ASSIGNMENT> Look through the data below. Pick out the lines holding the string "index".

(Pose estimation data)
········

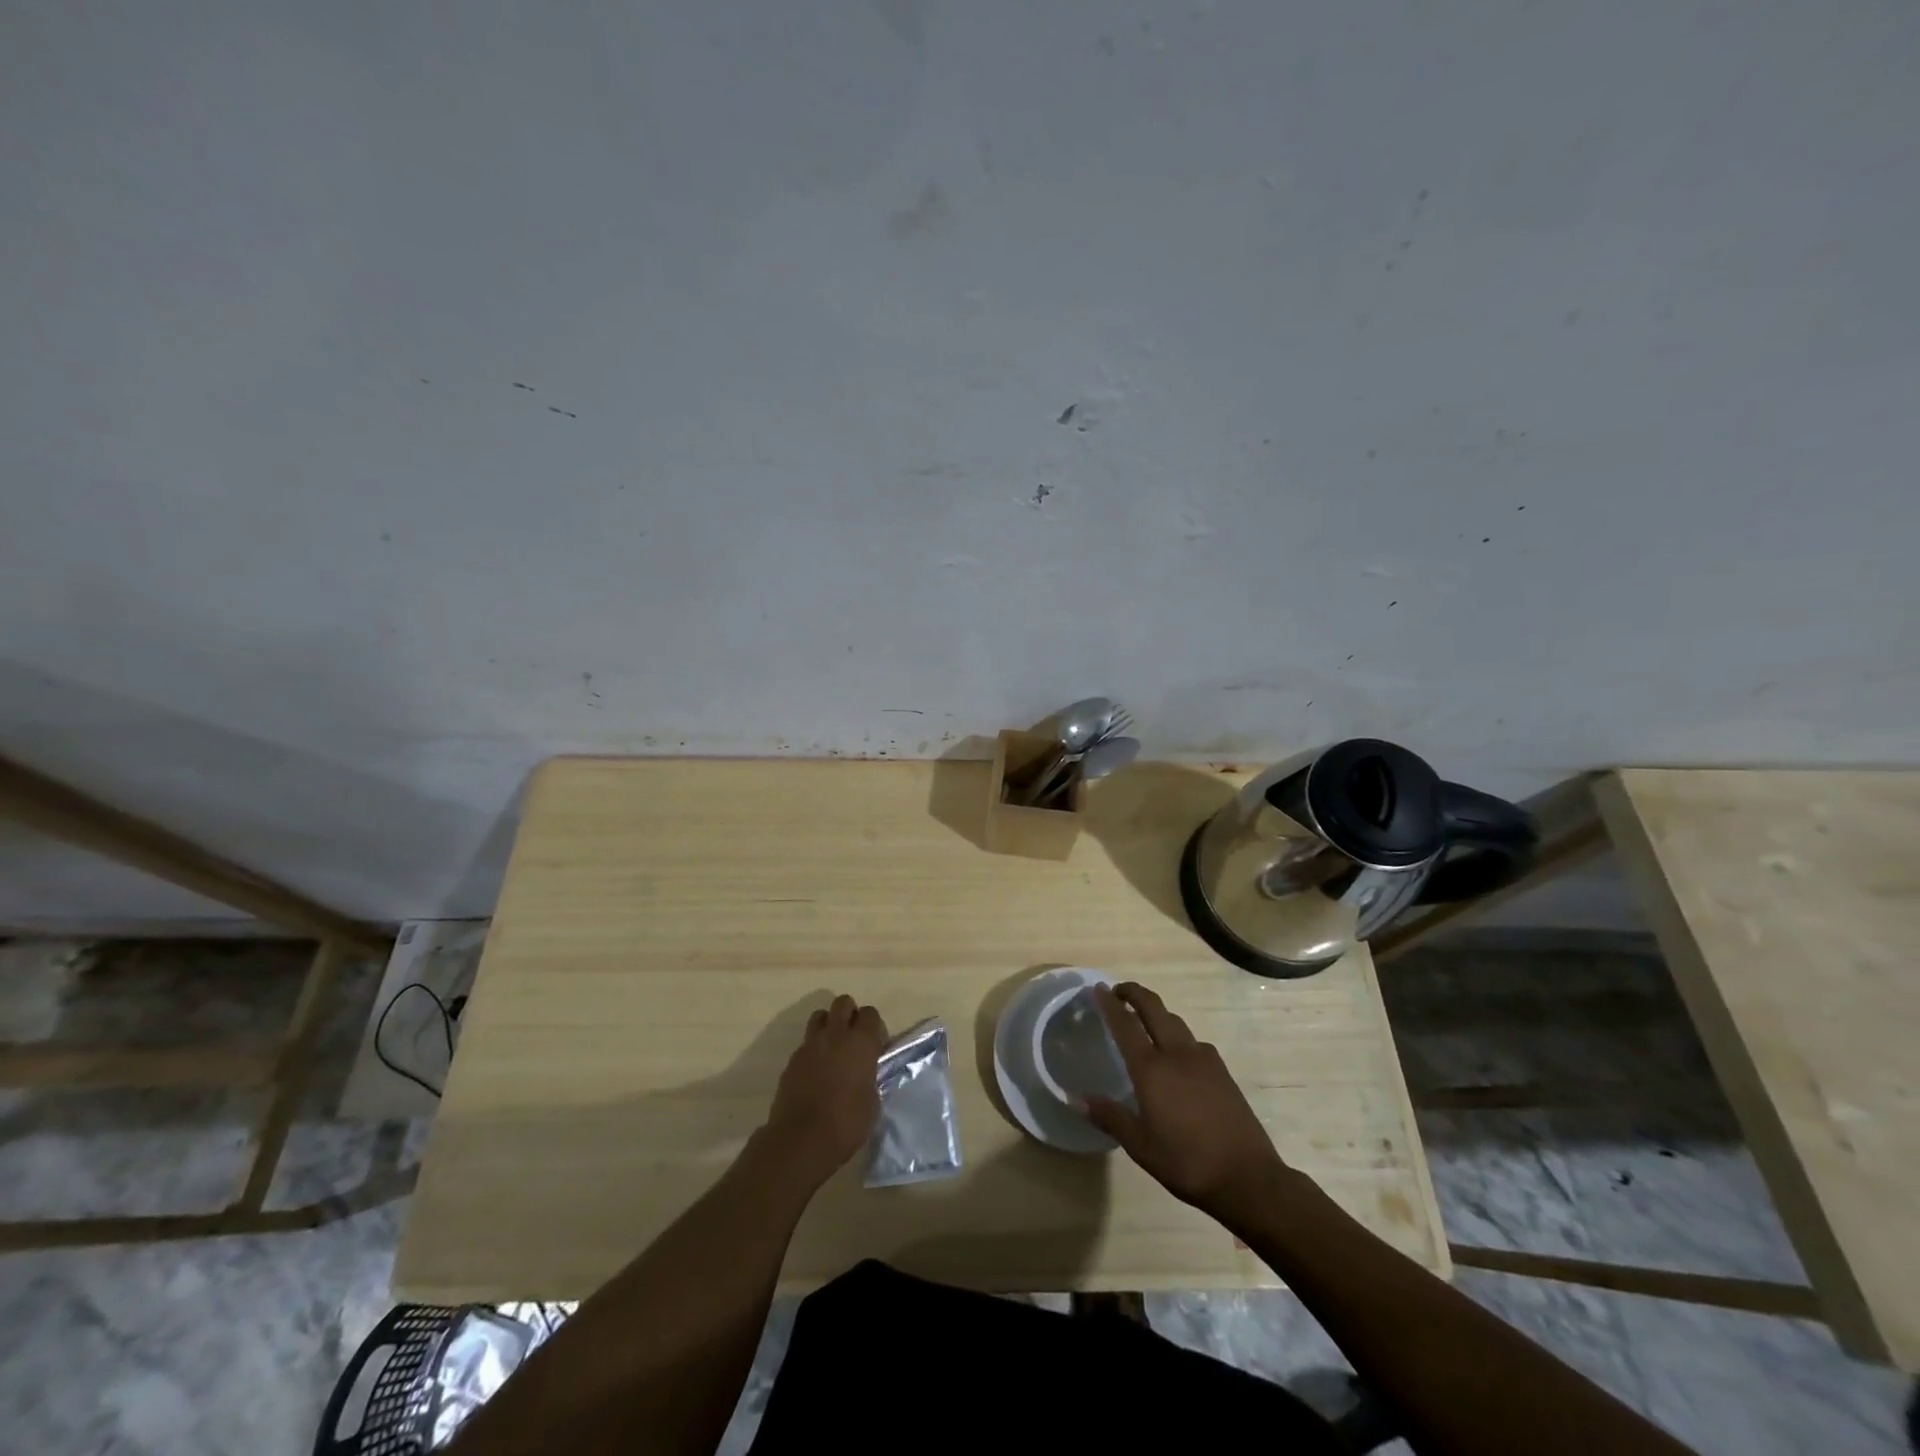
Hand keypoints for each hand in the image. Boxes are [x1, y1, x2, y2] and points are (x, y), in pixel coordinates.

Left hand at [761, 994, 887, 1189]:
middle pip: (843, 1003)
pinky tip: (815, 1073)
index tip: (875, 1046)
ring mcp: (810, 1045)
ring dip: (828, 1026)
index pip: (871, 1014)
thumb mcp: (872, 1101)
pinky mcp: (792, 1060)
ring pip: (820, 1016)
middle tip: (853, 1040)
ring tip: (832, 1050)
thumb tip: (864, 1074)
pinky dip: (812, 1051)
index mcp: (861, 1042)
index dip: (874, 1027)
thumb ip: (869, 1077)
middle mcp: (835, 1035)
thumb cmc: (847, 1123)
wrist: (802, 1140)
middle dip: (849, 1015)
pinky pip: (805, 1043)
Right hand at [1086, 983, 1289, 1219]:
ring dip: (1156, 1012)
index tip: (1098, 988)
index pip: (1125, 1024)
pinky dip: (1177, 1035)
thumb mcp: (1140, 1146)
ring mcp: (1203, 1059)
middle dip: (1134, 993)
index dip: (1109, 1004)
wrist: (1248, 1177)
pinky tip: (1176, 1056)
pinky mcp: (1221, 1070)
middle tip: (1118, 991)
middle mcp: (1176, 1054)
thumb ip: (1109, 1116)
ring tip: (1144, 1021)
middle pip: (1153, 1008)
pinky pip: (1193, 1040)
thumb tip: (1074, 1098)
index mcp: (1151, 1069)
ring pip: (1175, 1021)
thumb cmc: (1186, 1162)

········

ANSWER SECTION>
index tip: (875, 1046)
index pip: (871, 1014)
index mcp: (861, 1042)
index dip: (874, 1027)
index tip: (1098, 988)
index pip: (1125, 1024)
index dip: (1109, 1004)
index mcp: (1151, 1069)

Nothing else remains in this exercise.